Extract the entries in their exact form.

(Stored items)
((

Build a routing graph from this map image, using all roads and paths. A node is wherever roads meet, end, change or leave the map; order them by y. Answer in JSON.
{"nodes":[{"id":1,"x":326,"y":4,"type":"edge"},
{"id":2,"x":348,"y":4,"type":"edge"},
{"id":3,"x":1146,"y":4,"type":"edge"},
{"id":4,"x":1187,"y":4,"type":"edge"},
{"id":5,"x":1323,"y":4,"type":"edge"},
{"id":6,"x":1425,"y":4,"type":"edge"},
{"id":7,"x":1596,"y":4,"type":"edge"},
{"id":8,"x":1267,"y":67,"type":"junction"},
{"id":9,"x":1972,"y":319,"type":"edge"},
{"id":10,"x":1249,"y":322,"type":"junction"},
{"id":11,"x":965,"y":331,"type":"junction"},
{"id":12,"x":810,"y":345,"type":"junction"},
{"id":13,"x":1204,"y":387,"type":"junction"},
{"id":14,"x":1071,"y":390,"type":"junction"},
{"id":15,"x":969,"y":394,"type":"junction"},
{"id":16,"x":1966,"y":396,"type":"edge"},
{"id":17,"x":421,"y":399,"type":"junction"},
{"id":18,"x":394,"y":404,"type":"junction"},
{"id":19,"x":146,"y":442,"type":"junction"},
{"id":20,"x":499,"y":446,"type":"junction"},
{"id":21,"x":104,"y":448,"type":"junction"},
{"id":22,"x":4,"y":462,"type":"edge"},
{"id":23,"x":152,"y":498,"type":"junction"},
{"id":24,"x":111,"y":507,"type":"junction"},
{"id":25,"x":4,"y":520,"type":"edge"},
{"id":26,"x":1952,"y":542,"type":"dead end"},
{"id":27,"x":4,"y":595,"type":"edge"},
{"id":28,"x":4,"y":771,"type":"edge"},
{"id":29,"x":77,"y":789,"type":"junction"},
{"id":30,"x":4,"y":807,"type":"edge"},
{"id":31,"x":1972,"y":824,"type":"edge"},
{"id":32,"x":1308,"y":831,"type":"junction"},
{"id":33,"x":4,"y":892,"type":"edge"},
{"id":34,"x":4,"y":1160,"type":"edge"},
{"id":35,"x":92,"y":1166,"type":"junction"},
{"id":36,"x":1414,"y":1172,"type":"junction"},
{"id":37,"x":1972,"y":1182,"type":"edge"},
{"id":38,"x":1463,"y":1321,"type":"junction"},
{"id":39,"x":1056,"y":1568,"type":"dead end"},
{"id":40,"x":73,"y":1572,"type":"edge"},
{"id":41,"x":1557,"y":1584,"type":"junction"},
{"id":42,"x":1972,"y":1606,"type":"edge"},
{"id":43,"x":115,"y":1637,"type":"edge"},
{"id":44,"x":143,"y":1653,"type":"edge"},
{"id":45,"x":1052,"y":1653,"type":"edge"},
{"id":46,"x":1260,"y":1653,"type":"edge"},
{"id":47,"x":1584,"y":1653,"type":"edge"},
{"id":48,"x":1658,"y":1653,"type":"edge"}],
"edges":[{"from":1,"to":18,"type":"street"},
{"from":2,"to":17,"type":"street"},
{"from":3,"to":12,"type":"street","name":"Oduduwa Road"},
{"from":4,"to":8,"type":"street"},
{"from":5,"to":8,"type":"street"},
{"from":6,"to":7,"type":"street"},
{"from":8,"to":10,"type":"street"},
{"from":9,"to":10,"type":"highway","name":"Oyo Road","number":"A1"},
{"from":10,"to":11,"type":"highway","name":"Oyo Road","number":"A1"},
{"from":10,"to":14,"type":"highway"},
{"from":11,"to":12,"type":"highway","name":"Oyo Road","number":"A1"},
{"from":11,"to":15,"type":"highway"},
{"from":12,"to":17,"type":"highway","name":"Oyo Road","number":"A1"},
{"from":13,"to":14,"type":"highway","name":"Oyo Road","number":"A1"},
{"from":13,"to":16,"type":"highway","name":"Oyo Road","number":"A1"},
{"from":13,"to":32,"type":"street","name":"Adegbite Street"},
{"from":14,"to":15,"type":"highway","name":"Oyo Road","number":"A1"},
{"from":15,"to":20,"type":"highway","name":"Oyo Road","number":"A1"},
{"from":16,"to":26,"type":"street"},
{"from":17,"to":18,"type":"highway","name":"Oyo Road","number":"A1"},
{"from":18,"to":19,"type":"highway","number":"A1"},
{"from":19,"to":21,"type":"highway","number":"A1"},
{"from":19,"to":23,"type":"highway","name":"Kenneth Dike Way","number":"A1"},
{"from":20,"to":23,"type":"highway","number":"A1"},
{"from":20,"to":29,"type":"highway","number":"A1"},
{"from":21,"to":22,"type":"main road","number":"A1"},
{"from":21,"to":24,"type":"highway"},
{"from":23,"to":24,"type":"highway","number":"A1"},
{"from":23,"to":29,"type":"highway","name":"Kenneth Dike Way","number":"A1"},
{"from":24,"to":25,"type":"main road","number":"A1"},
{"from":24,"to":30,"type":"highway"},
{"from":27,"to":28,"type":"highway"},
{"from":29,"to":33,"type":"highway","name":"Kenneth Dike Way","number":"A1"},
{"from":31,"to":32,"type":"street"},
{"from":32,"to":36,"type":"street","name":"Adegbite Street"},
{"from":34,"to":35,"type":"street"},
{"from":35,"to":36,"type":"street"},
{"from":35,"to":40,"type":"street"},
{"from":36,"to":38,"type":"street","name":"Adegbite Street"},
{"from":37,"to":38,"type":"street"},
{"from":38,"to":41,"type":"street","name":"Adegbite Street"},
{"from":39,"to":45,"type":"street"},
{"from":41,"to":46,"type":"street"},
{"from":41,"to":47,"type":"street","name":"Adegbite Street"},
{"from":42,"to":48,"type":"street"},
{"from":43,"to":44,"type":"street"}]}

))

[EXERCISE ANSWER]:
Build a routing graph from this map image, using all roads and paths. A node is wherever roads meet, end, change or leave the map; order them by y. Answer in JSON.
{"nodes":[{"id":1,"x":326,"y":4,"type":"edge"},
{"id":2,"x":348,"y":4,"type":"edge"},
{"id":3,"x":1146,"y":4,"type":"edge"},
{"id":4,"x":1187,"y":4,"type":"edge"},
{"id":5,"x":1323,"y":4,"type":"edge"},
{"id":6,"x":1425,"y":4,"type":"edge"},
{"id":7,"x":1596,"y":4,"type":"edge"},
{"id":8,"x":1267,"y":67,"type":"junction"},
{"id":9,"x":1972,"y":319,"type":"edge"},
{"id":10,"x":1249,"y":322,"type":"junction"},
{"id":11,"x":965,"y":331,"type":"junction"},
{"id":12,"x":810,"y":345,"type":"junction"},
{"id":13,"x":1204,"y":387,"type":"junction"},
{"id":14,"x":1071,"y":390,"type":"junction"},
{"id":15,"x":969,"y":394,"type":"junction"},
{"id":16,"x":1966,"y":396,"type":"edge"},
{"id":17,"x":421,"y":399,"type":"junction"},
{"id":18,"x":394,"y":404,"type":"junction"},
{"id":19,"x":146,"y":442,"type":"junction"},
{"id":20,"x":499,"y":446,"type":"junction"},
{"id":21,"x":104,"y":448,"type":"junction"},
{"id":22,"x":4,"y":462,"type":"edge"},
{"id":23,"x":152,"y":498,"type":"junction"},
{"id":24,"x":111,"y":507,"type":"junction"},
{"id":25,"x":4,"y":520,"type":"edge"},
{"id":26,"x":1952,"y":542,"type":"dead end"},
{"id":27,"x":4,"y":595,"type":"edge"},
{"id":28,"x":4,"y":771,"type":"edge"},
{"id":29,"x":77,"y":789,"type":"junction"},
{"id":30,"x":4,"y":807,"type":"edge"},
{"id":31,"x":1972,"y":824,"type":"edge"},
{"id":32,"x":1308,"y":831,"type":"junction"},
{"id":33,"x":4,"y":892,"type":"edge"},
{"id":34,"x":4,"y":1160,"type":"edge"},
{"id":35,"x":92,"y":1166,"type":"junction"},
{"id":36,"x":1414,"y":1172,"type":"junction"},
{"id":37,"x":1972,"y":1182,"type":"edge"},
{"id":38,"x":1463,"y":1321,"type":"junction"},
{"id":39,"x":1056,"y":1568,"type":"dead end"},
{"id":40,"x":73,"y":1572,"type":"edge"},
{"id":41,"x":1557,"y":1584,"type":"junction"},
{"id":42,"x":1972,"y":1606,"type":"edge"},
{"id":43,"x":115,"y":1637,"type":"edge"},
{"id":44,"x":143,"y":1653,"type":"edge"},
{"id":45,"x":1052,"y":1653,"type":"edge"},
{"id":46,"x":1260,"y":1653,"type":"edge"},
{"id":47,"x":1584,"y":1653,"type":"edge"},
{"id":48,"x":1658,"y":1653,"type":"edge"}],
"edges":[{"from":1,"to":18,"type":"street"},
{"from":2,"to":17,"type":"street"},
{"from":3,"to":12,"type":"street","name":"Oduduwa Road"},
{"from":4,"to":8,"type":"street"},
{"from":5,"to":8,"type":"street"},
{"from":6,"to":7,"type":"street"},
{"from":8,"to":10,"type":"street"},
{"from":9,"to":10,"type":"highway","name":"Oyo Road","number":"A1"},
{"from":10,"to":11,"type":"highway","name":"Oyo Road","number":"A1"},
{"from":10,"to":14,"type":"highway"},
{"from":11,"to":12,"type":"highway","name":"Oyo Road","number":"A1"},
{"from":11,"to":15,"type":"highway"},
{"from":12,"to":17,"type":"highway","name":"Oyo Road","number":"A1"},
{"from":13,"to":14,"type":"highway","name":"Oyo Road","number":"A1"},
{"from":13,"to":16,"type":"highway","name":"Oyo Road","number":"A1"},
{"from":13,"to":32,"type":"street","name":"Adegbite Street"},
{"from":14,"to":15,"type":"highway","name":"Oyo Road","number":"A1"},
{"from":15,"to":20,"type":"highway","name":"Oyo Road","number":"A1"},
{"from":16,"to":26,"type":"street"},
{"from":17,"to":18,"type":"highway","name":"Oyo Road","number":"A1"},
{"from":18,"to":19,"type":"highway","number":"A1"},
{"from":19,"to":21,"type":"highway","number":"A1"},
{"from":19,"to":23,"type":"highway","name":"Kenneth Dike Way","number":"A1"},
{"from":20,"to":23,"type":"highway","number":"A1"},
{"from":20,"to":29,"type":"highway","number":"A1"},
{"from":21,"to":22,"type":"main road","number":"A1"},
{"from":21,"to":24,"type":"highway"},
{"from":23,"to":24,"type":"highway","number":"A1"},
{"from":23,"to":29,"type":"highway","name":"Kenneth Dike Way","number":"A1"},
{"from":24,"to":25,"type":"main road","number":"A1"},
{"from":24,"to":30,"type":"highway"},
{"from":27,"to":28,"type":"highway"},
{"from":29,"to":33,"type":"highway","name":"Kenneth Dike Way","number":"A1"},
{"from":31,"to":32,"type":"street"},
{"from":32,"to":36,"type":"street","name":"Adegbite Street"},
{"from":34,"to":35,"type":"street"},
{"from":35,"to":36,"type":"street"},
{"from":35,"to":40,"type":"street"},
{"from":36,"to":38,"type":"street","name":"Adegbite Street"},
{"from":37,"to":38,"type":"street"},
{"from":38,"to":41,"type":"street","name":"Adegbite Street"},
{"from":39,"to":45,"type":"street"},
{"from":41,"to":46,"type":"street"},
{"from":41,"to":47,"type":"street","name":"Adegbite Street"},
{"from":42,"to":48,"type":"street"},
{"from":43,"to":44,"type":"street"}]}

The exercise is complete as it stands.